◆ Exercise requirements ◆
Print every entry, word for word, and skip the images.

(Beginning of Extracted entries)

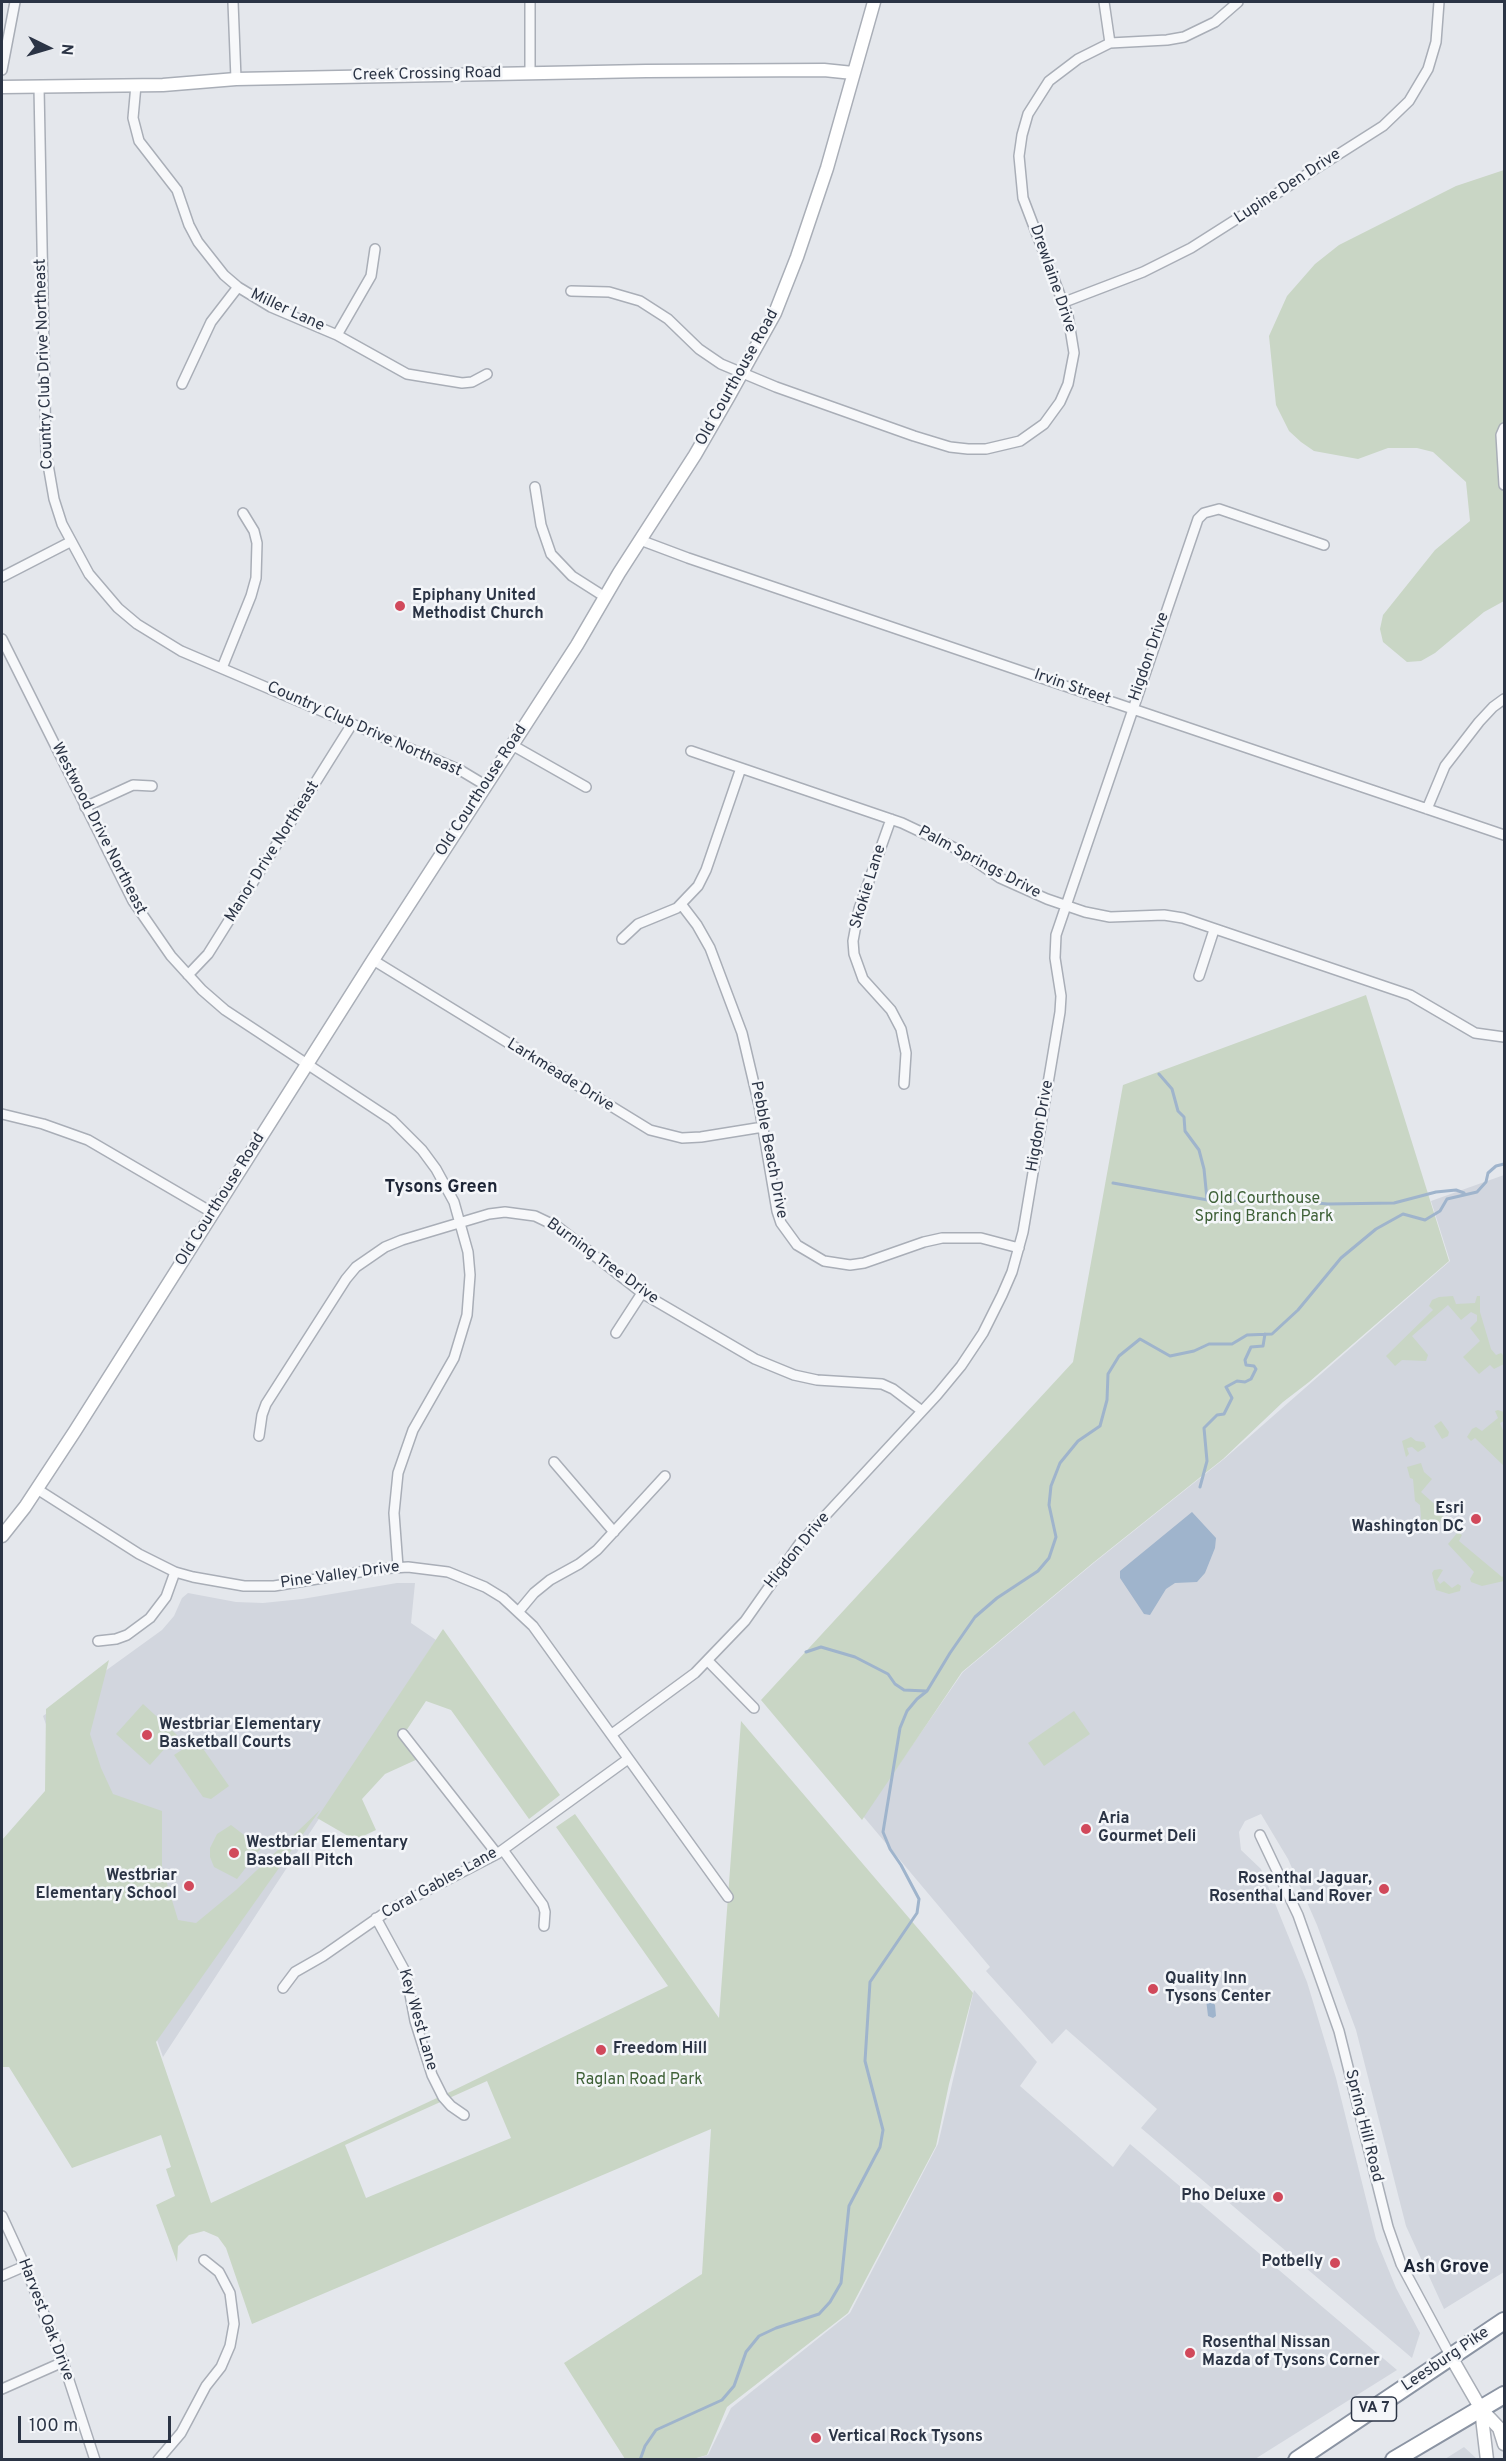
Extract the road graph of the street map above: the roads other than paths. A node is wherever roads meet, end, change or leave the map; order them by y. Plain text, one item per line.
1 (15, 2) edge
2 (234, 2) edge
3 (530, 2) edge
4 (874, 2) edge
5 (1104, 2) edge
6 (1238, 2) edge
7 (1439, 2) edge
8 (1110, 43) junction
9 (2, 70) edge
10 (530, 73) junction
11 (853, 73) junction
12 (236, 79) junction
13 (136, 85) junction
14 (2, 87) edge
15 (39, 87) junction
16 (375, 249) dead end
17 (238, 287) junction
18 (571, 291) dead end
19 (1062, 303) junction
20 (337, 335) junction
21 (742, 373) junction
22 (487, 374) dead end
23 (182, 384) dead end
24 (1504, 428) edge
25 (1504, 485) edge
26 (535, 487) dead end
27 (243, 513) dead end
28 (640, 540) junction
29 (70, 542) junction
30 (1324, 544) dead end
31 (2, 577) edge
32 (605, 597) junction
33 (2, 639) edge
34 (222, 668) junction
35 (1504, 699) edge
36 (1133, 709) junction
37 (352, 724) junction
38 (512, 745) junction
39 (691, 751) dead end
40 (741, 768) junction
41 (485, 785) junction
42 (152, 786) dead end
43 (586, 787) dead end
44 (85, 807) junction
45 (1427, 809) junction
46 (891, 819) junction
47 (1504, 835) edge
48 (681, 904) junction
49 (1066, 905) junction
50 (1214, 930) junction
51 (622, 939) dead end
52 (373, 960) junction
53 (188, 975) junction
54 (1199, 976) dead end
55 (1504, 1037) edge
56 (306, 1065) junction
57 (904, 1084) dead end
58 (2, 1114) edge
59 (763, 1127) junction
60 (213, 1213) junction
61 (460, 1223) junction
62 (1019, 1248) junction
63 (642, 1293) junction
64 (616, 1333) dead end
65 (922, 1410) junction
66 (259, 1436) dead end
67 (554, 1462) dead end
68 (665, 1476) dead end
69 (37, 1489) junction
70 (614, 1532) junction
71 (2, 1536) edge
72 (398, 1567) junction
73 (175, 1572) junction
74 (519, 1611) junction
75 (98, 1641) dead end
76 (708, 1661) junction
77 (754, 1708) dead end
78 (403, 1734) dead end
79 (612, 1734) junction
80 (628, 1759) junction
81 (1260, 1835) dead end
82 (500, 1852) junction
83 (728, 1897) dead end
84 (376, 1918) junction
85 (544, 1926) dead end
86 (283, 1988) dead end
87 (464, 2115) dead end
88 (2, 2216) edge
89 (204, 2260) dead end
90 (25, 2266) junction
91 (2, 2276) edge
92 (1504, 2321) edge
93 (1451, 2357) junction
94 (63, 2362) junction
95 (2, 2389) edge
96 (1504, 2395) edge
97 (1480, 2409) junction
98 (1504, 2444) edge
99 (95, 2460) edge
100 (158, 2460) edge
101 (1297, 2460) edge
102 (1394, 2460) edge
103 (1487, 2460) edge

1 - 9 street
2 - 12 street
3 - 10 street
4 - 11 street, Old Courthouse Road
5 - 8 street
6 - 8 street, Drewlaine Drive
7 - 19 street, Lupine Den Drive
8 - 19 street, Drewlaine Drive
10 - 11 street, Creek Crossing Road
10 - 12 street, Creek Crossing Road
11 - 21 street, Old Courthouse Road
12 - 13 street, Creek Crossing Road
13 - 15 street, Creek Crossing Road
13 - 17 street, Miller Lane
14 - 15 street, Creek Crossing Road
15 - 29 street, Country Club Drive Northeast
16 - 20 street
17 - 20 street, Miller Lane
17 - 23 street
18 - 21 street, Drewlaine Drive
19 - 21 street, Drewlaine Drive
20 - 22 street, Miller Lane
21 - 28 street, Old Courthouse Road
24 - 25 street
26 - 32 street
27 - 34 street
28 - 32 street, Old Courthouse Road
28 - 36 street, Irvin Street
29 - 31 street
29 - 34 street, Country Club Drive Northeast
30 - 36 street, Higdon Drive
32 - 38 street, Old Courthouse Road
33 - 44 street, Westwood Drive Northeast
34 - 37 street, Country Club Drive Northeast
35 - 45 street
36 - 45 street, Irvin Street
36 - 49 street, Higdon Drive
37 - 41 street, Country Club Drive Northeast
37 - 53 street, Manor Drive Northeast
38 - 41 street, Old Courthouse Road
38 - 43 street
39 - 40 street, Palm Springs Drive
40 - 46 street, Palm Springs Drive
40 - 48 street
41 - 52 street, Old Courthouse Road
42 - 44 street
44 - 53 street, Westwood Drive Northeast
45 - 47 street, Irvin Street
46 - 49 street, Palm Springs Drive
46 - 57 street, Skokie Lane
48 - 51 street
48 - 59 street, Pebble Beach Drive
49 - 50 street, Palm Springs Drive
49 - 62 street, Higdon Drive
50 - 54 street
50 - 55 street, Palm Springs Drive
52 - 56 street, Old Courthouse Road
52 - 59 street, Larkmeade Drive
53 - 56 street, Westwood Drive Northeast
56 - 60 street, Old Courthouse Road
56 - 61 street, Westwood Drive Northeast
58 - 60 street
59 - 62 street, Pebble Beach Drive
60 - 69 street, Old Courthouse Road
61 - 63 street, Burning Tree Drive
61 - 66 street, Burning Tree Drive
61 - 72 street, Westwood Drive Northeast
62 - 65 street, Higdon Drive
63 - 64 street
63 - 65 street, Burning Tree Drive
65 - 76 street, Higdon Drive
67 - 70 street
68 - 70 street
69 - 71 street, Old Courthouse Road
69 - 73 street, Pine Valley Drive
70 - 74 street
72 - 73 street, Pine Valley Drive
72 - 74 street, Pine Valley Drive
73 - 75 street
74 - 79 street, Pine Valley Drive
76 - 77 street
76 - 79 street, Higdon Drive
78 - 82 street
79 - 80 street, Pine Valley Drive
80 - 82 street, Coral Gables Lane
80 - 83 street, Pine Valley Drive
81 - 93 street, Spring Hill Road
82 - 84 street, Coral Gables Lane
82 - 85 street
84 - 86 street, Coral Gables Lane
84 - 87 street, Key West Lane
88 - 90 street, Harvest Oak Drive
89 - 100 street
90 - 91 street
90 - 94 street, Harvest Oak Drive
92 - 93 highway, Leesburg Pike / VA 7
93 - 97 street, Spring Hill Road
93 - 101 highway, Leesburg Pike / VA 7
94 - 95 street
94 - 99 street, Harvest Oak Drive
96 - 97 highway
97 - 98 street, Spring Hill Road
97 - 102 highway
97 - 103 street, Spring Hill Road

(End of Extracted entries)

◆ Solution to the problem ◆
Extract the road graph of the street map above: the roads other than paths. A node is wherever roads meet, end, change or leave the map; order them by y. Plain text, one item per line.
1 (15, 2) edge
2 (234, 2) edge
3 (530, 2) edge
4 (874, 2) edge
5 (1104, 2) edge
6 (1238, 2) edge
7 (1439, 2) edge
8 (1110, 43) junction
9 (2, 70) edge
10 (530, 73) junction
11 (853, 73) junction
12 (236, 79) junction
13 (136, 85) junction
14 (2, 87) edge
15 (39, 87) junction
16 (375, 249) dead end
17 (238, 287) junction
18 (571, 291) dead end
19 (1062, 303) junction
20 (337, 335) junction
21 (742, 373) junction
22 (487, 374) dead end
23 (182, 384) dead end
24 (1504, 428) edge
25 (1504, 485) edge
26 (535, 487) dead end
27 (243, 513) dead end
28 (640, 540) junction
29 (70, 542) junction
30 (1324, 544) dead end
31 (2, 577) edge
32 (605, 597) junction
33 (2, 639) edge
34 (222, 668) junction
35 (1504, 699) edge
36 (1133, 709) junction
37 (352, 724) junction
38 (512, 745) junction
39 (691, 751) dead end
40 (741, 768) junction
41 (485, 785) junction
42 (152, 786) dead end
43 (586, 787) dead end
44 (85, 807) junction
45 (1427, 809) junction
46 (891, 819) junction
47 (1504, 835) edge
48 (681, 904) junction
49 (1066, 905) junction
50 (1214, 930) junction
51 (622, 939) dead end
52 (373, 960) junction
53 (188, 975) junction
54 (1199, 976) dead end
55 (1504, 1037) edge
56 (306, 1065) junction
57 (904, 1084) dead end
58 (2, 1114) edge
59 (763, 1127) junction
60 (213, 1213) junction
61 (460, 1223) junction
62 (1019, 1248) junction
63 (642, 1293) junction
64 (616, 1333) dead end
65 (922, 1410) junction
66 (259, 1436) dead end
67 (554, 1462) dead end
68 (665, 1476) dead end
69 (37, 1489) junction
70 (614, 1532) junction
71 (2, 1536) edge
72 (398, 1567) junction
73 (175, 1572) junction
74 (519, 1611) junction
75 (98, 1641) dead end
76 (708, 1661) junction
77 (754, 1708) dead end
78 (403, 1734) dead end
79 (612, 1734) junction
80 (628, 1759) junction
81 (1260, 1835) dead end
82 (500, 1852) junction
83 (728, 1897) dead end
84 (376, 1918) junction
85 (544, 1926) dead end
86 (283, 1988) dead end
87 (464, 2115) dead end
88 (2, 2216) edge
89 (204, 2260) dead end
90 (25, 2266) junction
91 (2, 2276) edge
92 (1504, 2321) edge
93 (1451, 2357) junction
94 (63, 2362) junction
95 (2, 2389) edge
96 (1504, 2395) edge
97 (1480, 2409) junction
98 (1504, 2444) edge
99 (95, 2460) edge
100 (158, 2460) edge
101 (1297, 2460) edge
102 (1394, 2460) edge
103 (1487, 2460) edge

1 - 9 street
2 - 12 street
3 - 10 street
4 - 11 street, Old Courthouse Road
5 - 8 street
6 - 8 street, Drewlaine Drive
7 - 19 street, Lupine Den Drive
8 - 19 street, Drewlaine Drive
10 - 11 street, Creek Crossing Road
10 - 12 street, Creek Crossing Road
11 - 21 street, Old Courthouse Road
12 - 13 street, Creek Crossing Road
13 - 15 street, Creek Crossing Road
13 - 17 street, Miller Lane
14 - 15 street, Creek Crossing Road
15 - 29 street, Country Club Drive Northeast
16 - 20 street
17 - 20 street, Miller Lane
17 - 23 street
18 - 21 street, Drewlaine Drive
19 - 21 street, Drewlaine Drive
20 - 22 street, Miller Lane
21 - 28 street, Old Courthouse Road
24 - 25 street
26 - 32 street
27 - 34 street
28 - 32 street, Old Courthouse Road
28 - 36 street, Irvin Street
29 - 31 street
29 - 34 street, Country Club Drive Northeast
30 - 36 street, Higdon Drive
32 - 38 street, Old Courthouse Road
33 - 44 street, Westwood Drive Northeast
34 - 37 street, Country Club Drive Northeast
35 - 45 street
36 - 45 street, Irvin Street
36 - 49 street, Higdon Drive
37 - 41 street, Country Club Drive Northeast
37 - 53 street, Manor Drive Northeast
38 - 41 street, Old Courthouse Road
38 - 43 street
39 - 40 street, Palm Springs Drive
40 - 46 street, Palm Springs Drive
40 - 48 street
41 - 52 street, Old Courthouse Road
42 - 44 street
44 - 53 street, Westwood Drive Northeast
45 - 47 street, Irvin Street
46 - 49 street, Palm Springs Drive
46 - 57 street, Skokie Lane
48 - 51 street
48 - 59 street, Pebble Beach Drive
49 - 50 street, Palm Springs Drive
49 - 62 street, Higdon Drive
50 - 54 street
50 - 55 street, Palm Springs Drive
52 - 56 street, Old Courthouse Road
52 - 59 street, Larkmeade Drive
53 - 56 street, Westwood Drive Northeast
56 - 60 street, Old Courthouse Road
56 - 61 street, Westwood Drive Northeast
58 - 60 street
59 - 62 street, Pebble Beach Drive
60 - 69 street, Old Courthouse Road
61 - 63 street, Burning Tree Drive
61 - 66 street, Burning Tree Drive
61 - 72 street, Westwood Drive Northeast
62 - 65 street, Higdon Drive
63 - 64 street
63 - 65 street, Burning Tree Drive
65 - 76 street, Higdon Drive
67 - 70 street
68 - 70 street
69 - 71 street, Old Courthouse Road
69 - 73 street, Pine Valley Drive
70 - 74 street
72 - 73 street, Pine Valley Drive
72 - 74 street, Pine Valley Drive
73 - 75 street
74 - 79 street, Pine Valley Drive
76 - 77 street
76 - 79 street, Higdon Drive
78 - 82 street
79 - 80 street, Pine Valley Drive
80 - 82 street, Coral Gables Lane
80 - 83 street, Pine Valley Drive
81 - 93 street, Spring Hill Road
82 - 84 street, Coral Gables Lane
82 - 85 street
84 - 86 street, Coral Gables Lane
84 - 87 street, Key West Lane
88 - 90 street, Harvest Oak Drive
89 - 100 street
90 - 91 street
90 - 94 street, Harvest Oak Drive
92 - 93 highway, Leesburg Pike / VA 7
93 - 97 street, Spring Hill Road
93 - 101 highway, Leesburg Pike / VA 7
94 - 95 street
94 - 99 street, Harvest Oak Drive
96 - 97 highway
97 - 98 street, Spring Hill Road
97 - 102 highway
97 - 103 street, Spring Hill Road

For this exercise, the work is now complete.